L'introduction de cette taxe dans le système fiscal grec fait partie de la réforme fiscale qui se mettra en place progressivement afin de rétablir sa conformité au principe constitutionnel de la répartition des charges fiscales selon la capacité contributive des personnes imposables, afin également d'enrayer toute possibilité de contourner la loi et afin de lutter efficacement contre la fraude fiscale.

3. Restauration du seuil de non-imposition à 12 000 €/an. Nous rétablirons la progressivité de l'imposition des personnes physiques en augmentant le nombre de tranches d'imposition et en restaurant le seuil de non-imposition de 12 000 €/an pour tous afin de redistribuer la charge fiscale au profit des personnes à faible et moyen revenu. Cette mesure est d'autant plus nécessaire qu'après quatre années de frénésie fiscale les " classes populaires » et les " classes moyennes » sont vraiment exténuées financièrement.

4. Nous créerons une " nouvelle Seisachtheia » (libération des dettes). Elle s'appliquera aux créances douteuses, aussi appelées " rouges », car leur effacement partiel est un préalable indispensable tant à l'assainissement des portefeuilles bancaires qu'à la restauration de la liquidité monétaire et au soutien de la croissance et de la relance de l'économie.

La " nouvelle seisachtheia » s'appliquera au cas par cas et consistera à l'effacement partiel des dettes des personnes qui se trouvent sous le seuil de la pauvreté. Elle régira en tant que principe général le rajustement des dettes des particuliers de façon à ce que leur remboursement (à l'État, aux banques, aux caisses d'assurance) ne dépasse pas le tiers du revenu de l'emprunteur.

5. Création d'un organisme public chargé de la gestion de la dette privée. Son rôle ne sera pas celui d'une " bad bank », mais bien au contraire il interviendra en tant que gestionnaire de toute dette envers une banque arrivée à échéance et sera également chargé du contrôle des moyens de recouvrement accordés par les banques.

Il garantira le traitement juste et équitable de tous les emprunteurs, en gérant l'ensemble des dettes exigibles envers les banques, avec la collaboration des Comités spéciaux d'arbitrage chargés à leur tour des dettes envers l'État et les caisses d'assurances, afin d'avoir une image globale des charges de tout débiteur et faciliter les remboursements.

Bien évidemment, il s'agit tout d'abord d'empêcher l'utilisation de la dette privée comme moyen de confisquer la propriété des citoyens et comme moyen de contrôler le secteur privé de l'économie.

Au cours des prochains jours, Syriza va déposer au Parlement un amendement législatif pour une prolongation indéfinie de la suspension de la vente aux enchères des résidences principales dont la valeur est inférieure à 300 000 €. Nous déposerons également une proposition d'interdiction législative de vente ou de cession des titres à des institutions bancaires non reconnues ou à des entreprises de gestion de contrats de prêts et de garanties.
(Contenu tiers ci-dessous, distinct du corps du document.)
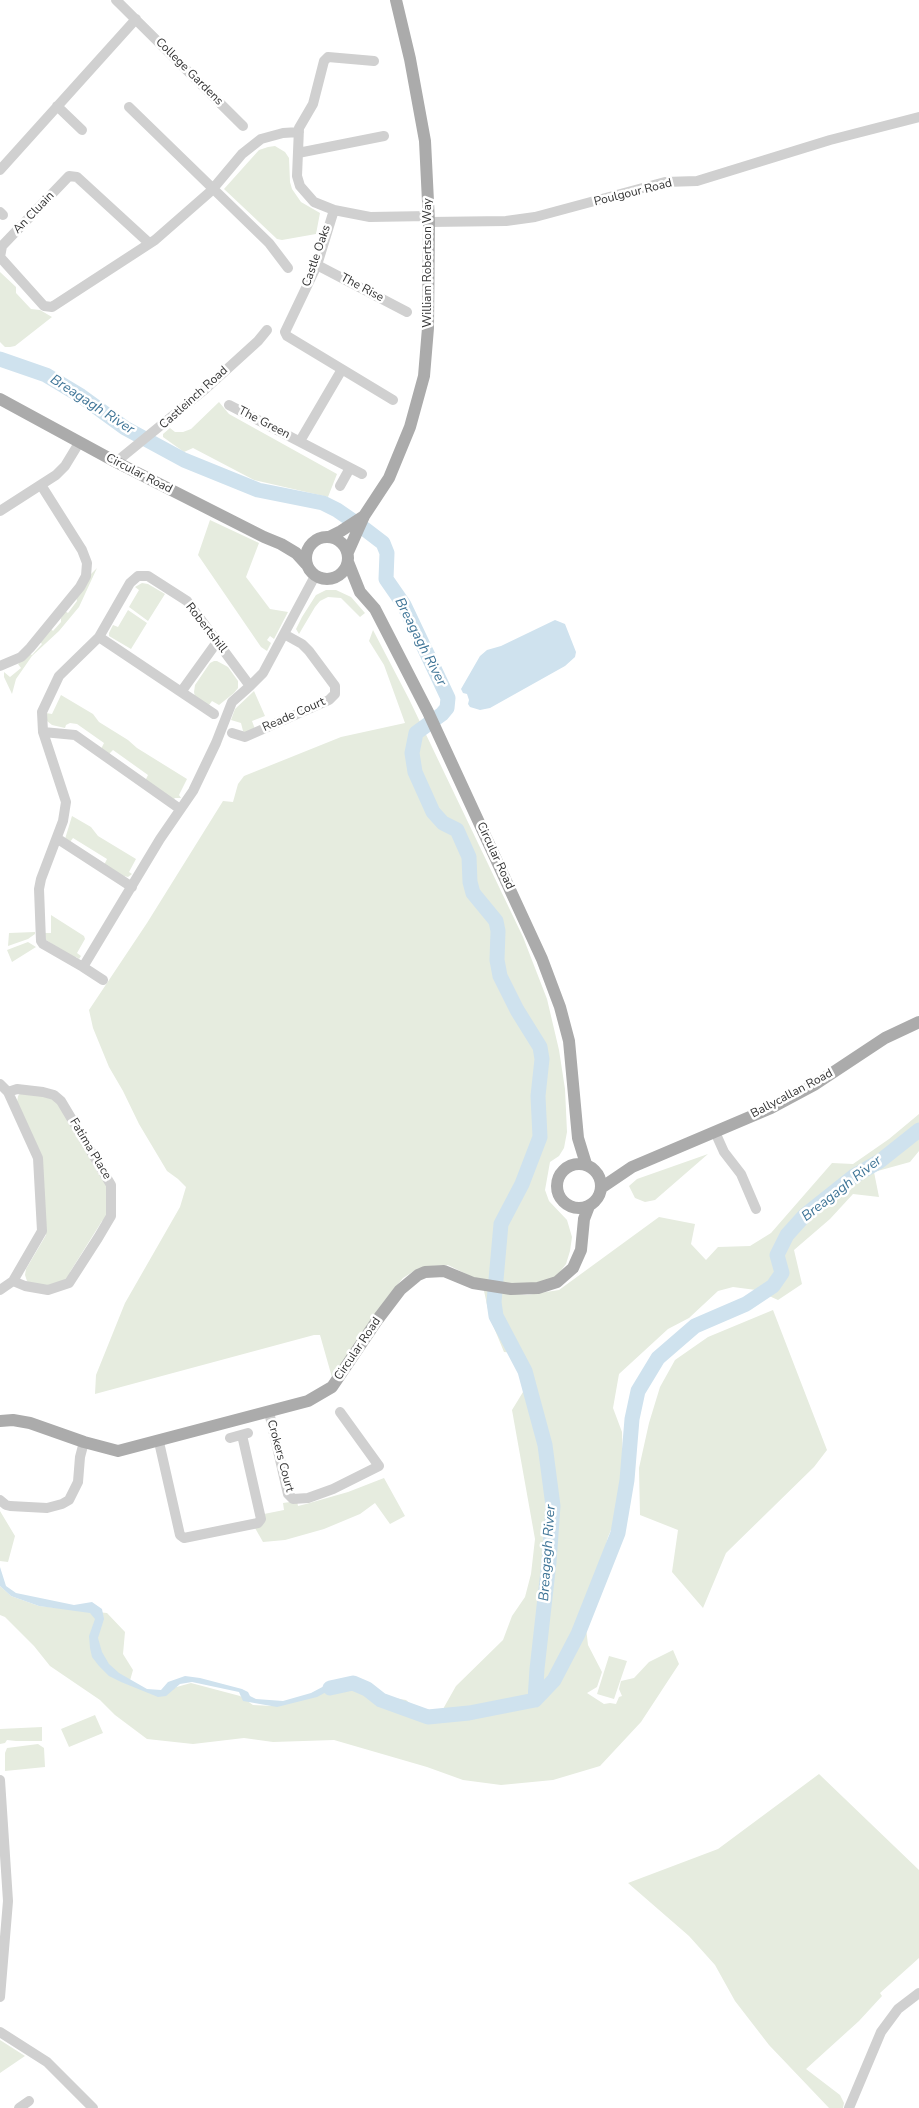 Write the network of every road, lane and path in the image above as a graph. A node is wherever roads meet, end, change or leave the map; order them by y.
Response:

En deux mots, nous ne permettrons pas aux vautours des " distress funds » internationaux de spéculer en confisquant les maisons des citoyens.

Je l'ai dit l'année dernière, ici, à cette tribune - je le répète encore une fois cette année : la clé pour la relance de l'économie est le système financier. Avec Syriza au gouvernement, le secteur public reprend le contrôle de la Caisse de stabilité financière et exerce tous ses droits sur les banques recapitalisées. Cela signifie qu'il a le premier mot à dire sur leur administration.
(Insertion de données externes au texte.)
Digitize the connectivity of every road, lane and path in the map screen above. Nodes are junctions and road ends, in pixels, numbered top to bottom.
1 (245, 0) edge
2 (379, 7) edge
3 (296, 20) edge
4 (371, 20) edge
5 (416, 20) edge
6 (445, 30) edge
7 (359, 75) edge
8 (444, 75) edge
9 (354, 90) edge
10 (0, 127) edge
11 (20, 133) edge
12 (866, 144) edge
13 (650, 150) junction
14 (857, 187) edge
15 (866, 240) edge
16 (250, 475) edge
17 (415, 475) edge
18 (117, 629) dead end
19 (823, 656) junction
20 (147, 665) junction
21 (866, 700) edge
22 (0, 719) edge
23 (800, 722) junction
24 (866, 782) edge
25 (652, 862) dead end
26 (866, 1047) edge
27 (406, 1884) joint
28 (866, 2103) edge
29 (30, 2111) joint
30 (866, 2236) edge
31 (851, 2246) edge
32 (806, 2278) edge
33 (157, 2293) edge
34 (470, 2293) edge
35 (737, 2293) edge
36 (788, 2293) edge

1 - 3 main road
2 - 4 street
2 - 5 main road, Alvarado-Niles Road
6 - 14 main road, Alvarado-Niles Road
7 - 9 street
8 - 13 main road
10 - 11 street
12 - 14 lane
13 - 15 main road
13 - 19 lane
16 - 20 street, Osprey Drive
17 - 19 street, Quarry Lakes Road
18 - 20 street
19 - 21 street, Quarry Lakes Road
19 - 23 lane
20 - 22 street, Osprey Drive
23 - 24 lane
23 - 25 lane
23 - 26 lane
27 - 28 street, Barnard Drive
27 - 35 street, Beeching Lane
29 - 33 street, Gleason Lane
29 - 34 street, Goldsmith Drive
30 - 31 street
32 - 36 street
En même temps, nous mettons en place des opérations ciblées afin d'assurer la liquidité dans l'économie réelle. Parmi ces opérations figure la mise en place d'une banque de développement et de banques spécifiques.

6. Mise en place d'une banque de développement et de banques spécifiques. Pour nous, la nouvelle architecture du système bancaire comprendra, outre les banques recapitalisées systémiques, de nouvelles banques coopératives spécifiques et une banque publique de développement.

C'est pourquoi, nous allons créer une Banque de développement et des banques à mission spécifique pour le financement des PME et des agriculteurs. Pour soutenir la liquidité nécessaire au développement d'équipes professionnelles dynamiques qui à leur tour donneront de l'énergie et une nouvelle impulsion à la croissance et au redressement productif.

7. Restauration du salaire minimum à 751 €. Nous augmenterons le salaire minimum à 751 € pour tous les travailleurs, indépendamment de toute condition d'âge.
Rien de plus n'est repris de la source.